- _EXERCISE PROMPT_
Each line of the records below that includes "main" adds one to the count; state the final count by itself.

- _DATA EXCERPTS_
=====

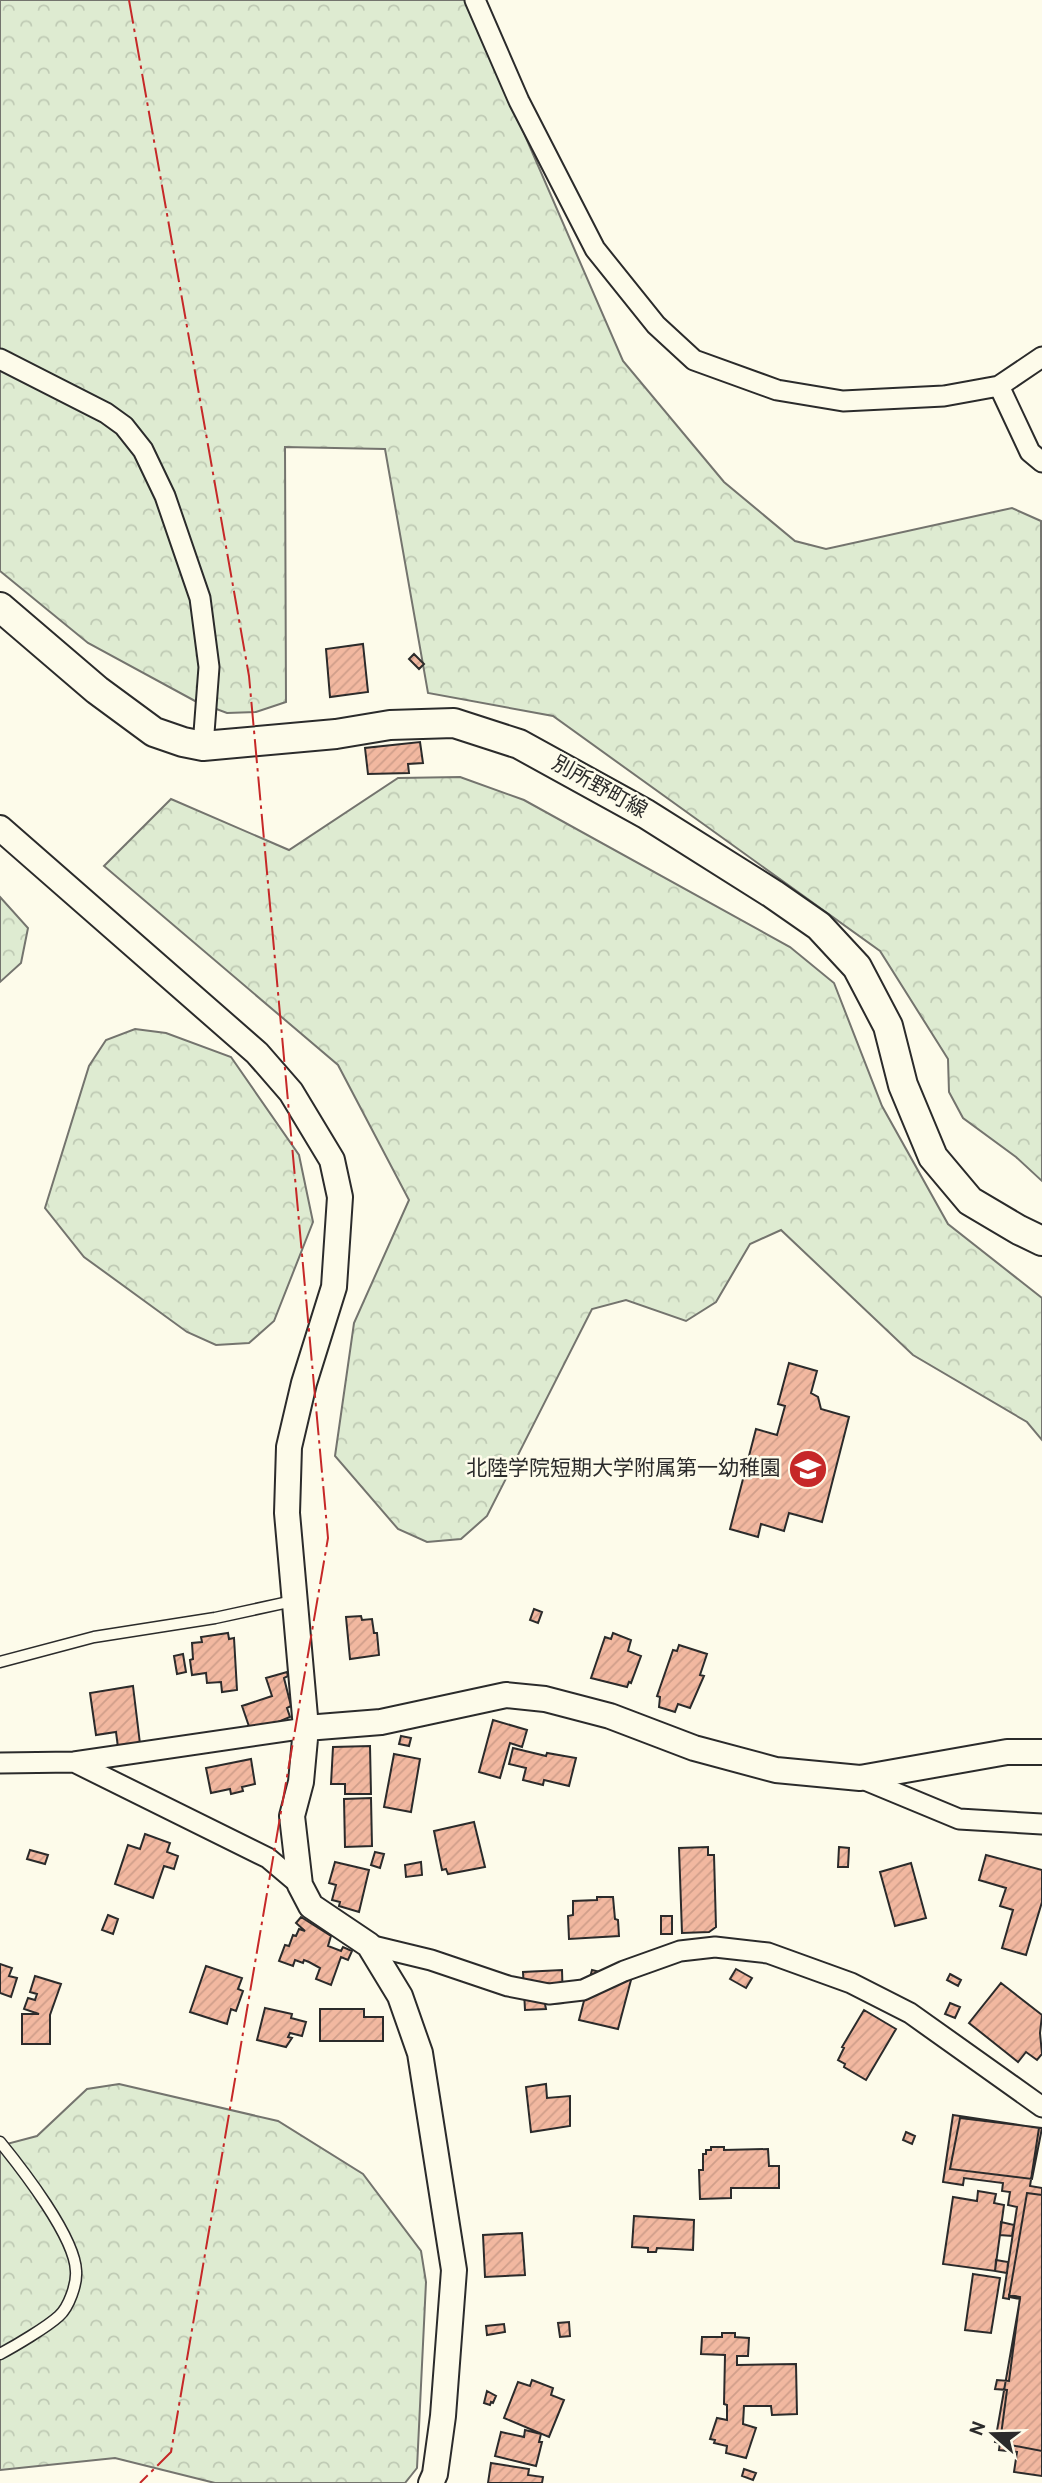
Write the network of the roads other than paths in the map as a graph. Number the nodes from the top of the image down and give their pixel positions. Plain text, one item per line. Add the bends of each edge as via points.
1 (475, 0) edge
2 (1042, 357) edge
3 (0, 359) edge
4 (999, 386) junction
5 (1042, 462) edge
6 (0, 607) edge
7 (203, 746) junction
8 (0, 828) edge
9 (1042, 1241) edge
10 (294, 1600) junction
11 (0, 1662) edge
12 (306, 1728) junction
13 (1042, 1752) edge
14 (74, 1762) junction
15 (0, 1763) edge
16 (860, 1778) junction
17 (1042, 1824) edge
18 (300, 1885) junction
19 (369, 1945) junction
20 (1042, 2106) edge
21 (0, 2142) edge
22 (0, 2354) edge
23 (431, 2483) edge

1 - 4 street via 519,101 595,249 656,325 694,360 777,390 843,401 944,396
2 - 4 street
3 - 7 street via 106,413 124,426 143,450 200,598 209,667
4 - 5 street via 1030,452
6 - 7 main road, 別所野町線 via 154,732
7 - 9 main road, 別所野町線 via 390,725 454,723 519,744 646,814 819,926 858,967 888,1026 903,1085 933,1157 970,1201
8 - 10 street via 257,1053 291,1092 332,1160 340,1197 334,1287 289,1447 287,1513
10 - 11 lane via 94,1637
10 - 12 street
12 - 14 street
12 - 16 street via 381,1722 506,1695 545,1699 610,1716 694,1748 776,1770
12 - 18 street via 301,1782 292,1816
13 - 16 street via 1007,1752
14 - 15 street
14 - 18 street via 268,1858
16 - 17 street via 959,1819
18 - 19 street via 311,1906
19 - 20 street via 549,1994 583,1990 680,1951 715,1947 768,1953 850,1983 910,2013
19 - 23 street via 400,1996 420,2053 454,2270 443,2416
21 - 22 lane via 33,2182 71,2250 76,2271 73,2290 60,2315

=====

- _YOUR SOLUTION_
2